Running

Model Interface

The model interface allows for direct access to the Data Registry’s contents from the command line for certain types of metadata records.

Operations include viewing records, adding or deleting records, and updating existing records.

Main use cases for the interface are to add missing metadata records or new records during a processing run, or to fix small numbers of out-of-date or damaged records between processing runs.

woudc_data_registry project list

List all overarching projects in the Data Registry.

woudc_data_registry dataset list

List all datasets received by the Data Registry.
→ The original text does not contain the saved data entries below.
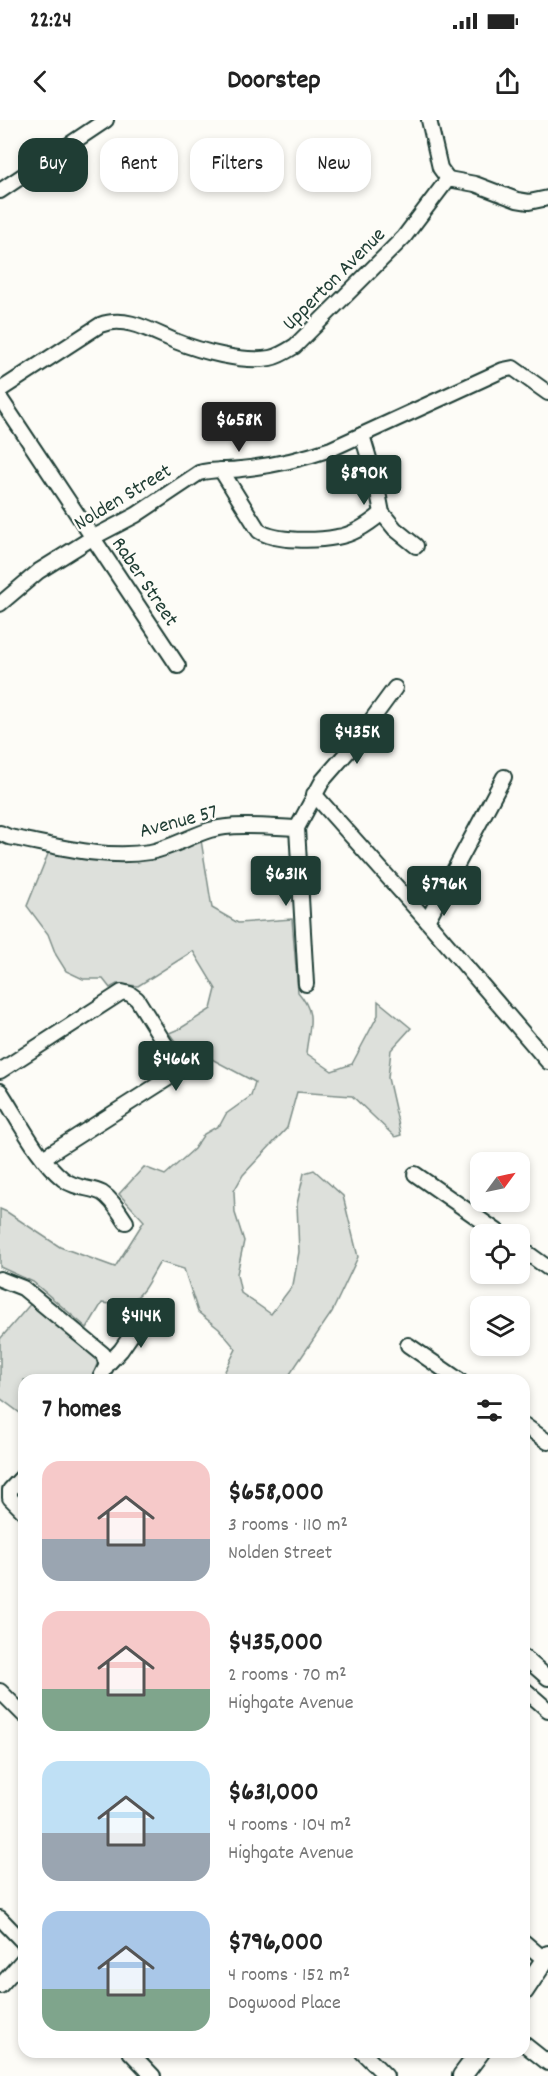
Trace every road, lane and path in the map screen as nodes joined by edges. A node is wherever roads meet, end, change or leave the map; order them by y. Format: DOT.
graph roads {
  1 [pos="106,120"];
  2 [pos="429,120"];
  3 [pos="448,179"];
  4 [pos="0,191"];
  5 [pos="548,198"];
  6 [pos="0,390"];
  7 [pos="548,393"];
  8 [pos="0,398"];
  9 [pos="362,435"];
  10 [pos="221,470"];
  11 [pos="382,513"];
  12 [pos="92,538"];
  13 [pos="416,546"];
  14 [pos="0,604"];
  15 [pos="178,666"];
  16 [pos="395,688"];
  17 [pos="504,777"];
  18 [pos="314,794"];
  19 [pos="297,828"];
  20 [pos="0,833"];
  21 [pos="427,921"];
  22 [pos="306,984"];
  23 [pos="548,1062"];
  24 [pos="0,1071"];
  25 [pos="0,1091"];
  26 [pos="43,1158"];
  27 [pos="415,1174"];
  28 [pos="126,1222"];
  29 [pos="487,1224"];
  30 [pos="530,1255"];
  31 [pos="548,1268"];
  32 [pos="0,1279"];
  33 [pos="147,1312"];
  34 [pos="408,1345"];
  35 [pos="107,1365"];
  36 [pos="102,1374"];
  37 [pos="450,1374"];
  38 [pos="530,1429"];
  39 [pos="548,1442"];
  40 [pos="18,1482"];
  41 [pos="18,1507"];
  42 [pos="530,1662"];
  43 [pos="548,1678"];
  44 [pos="0,1691"];
  45 [pos="530,1694"];
  46 [pos="18,1709"];
  47 [pos="548,1710"];
  48 [pos="0,1918"];
  49 [pos="18,1937"];
  50 [pos="530,1946"];
  51 [pos="546,1958"];
  52 [pos="18,1966"];
  53 [pos="530,1982"];
  54 [pos="0,1986"];
  55 [pos="530,2049"];
  56 [pos="136,2058"];
  57 [pos="369,2058"];
  58 [pos="476,2058"];
  59 [pos="548,2063"];
  60 [pos="153,2076"];
  61 [pos="386,2076"];
  62 [pos="462,2076"];
  1 -- 4 [label="street"];
  2 -- 3 [label="street"];
  3 -- 5 [label="street"];
  3 -- 6 [label="street, Upperton Avenue"];
  7 -- 9 [label="street, Nolden Street"];
  8 -- 12 [label="street, Raber Street"];
  9 -- 10 [label="street, Nolden Street"];
  9 -- 11 [label="street"];
  10 -- 11 [label="street"];
  10 -- 12 [label="street, Nolden Street"];
  11 -- 13 [label="street"];
  12 -- 14 [label="street, Nolden Street"];
  12 -- 15 [label="street, Raber Street"];
  16 -- 18 [label="street"];
  17 -- 21 [label="street"];
  18 -- 19 [label="street"];
  18 -- 21 [label="street"];
  19 -- 20 [label="street, Avenue 57"];
  19 -- 22 [label="street"];
  21 -- 23 [label="street"];
  24 -- 26 [label="street"];
  25 -- 26 [label="street"];
  26 -- 28 [label="street"];
  27 -- 29 [label="street"];
  30 -- 31 [label="street"];
  32 -- 35 [label="street"];
  33 -- 35 [label="street"];
  34 -- 37 [label="street"];
  35 -- 36 [label="street"];
  38 -- 39 [label="street"];
  40 -- 41 [label="street"];
  42 -- 43 [label="street"];
  44 -- 46 [label="street"];
  45 -- 47 [label="street"];
  48 -- 49 [label="street"];
  50 -- 51 [label="street"];
  51 -- 53 [label="main road"];
  52 -- 54 [label="street"];
  55 -- 59 [label="street"];
  56 -- 60 [label="street"];
  57 -- 61 [label="street"];
  58 -- 62 [label="main road"];
}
woudc_data_registry station list

List all stations that participate in the WOUDC project.

woudc_data_registry contributor list

List all contributors to the WOUDC project.

woudc_data_registry instrument list

List all instruments that have recorded data for WOUDC submissions.

woudc_data_registry deployment list

List all contributor deployments that have submitted to the WOUDC project.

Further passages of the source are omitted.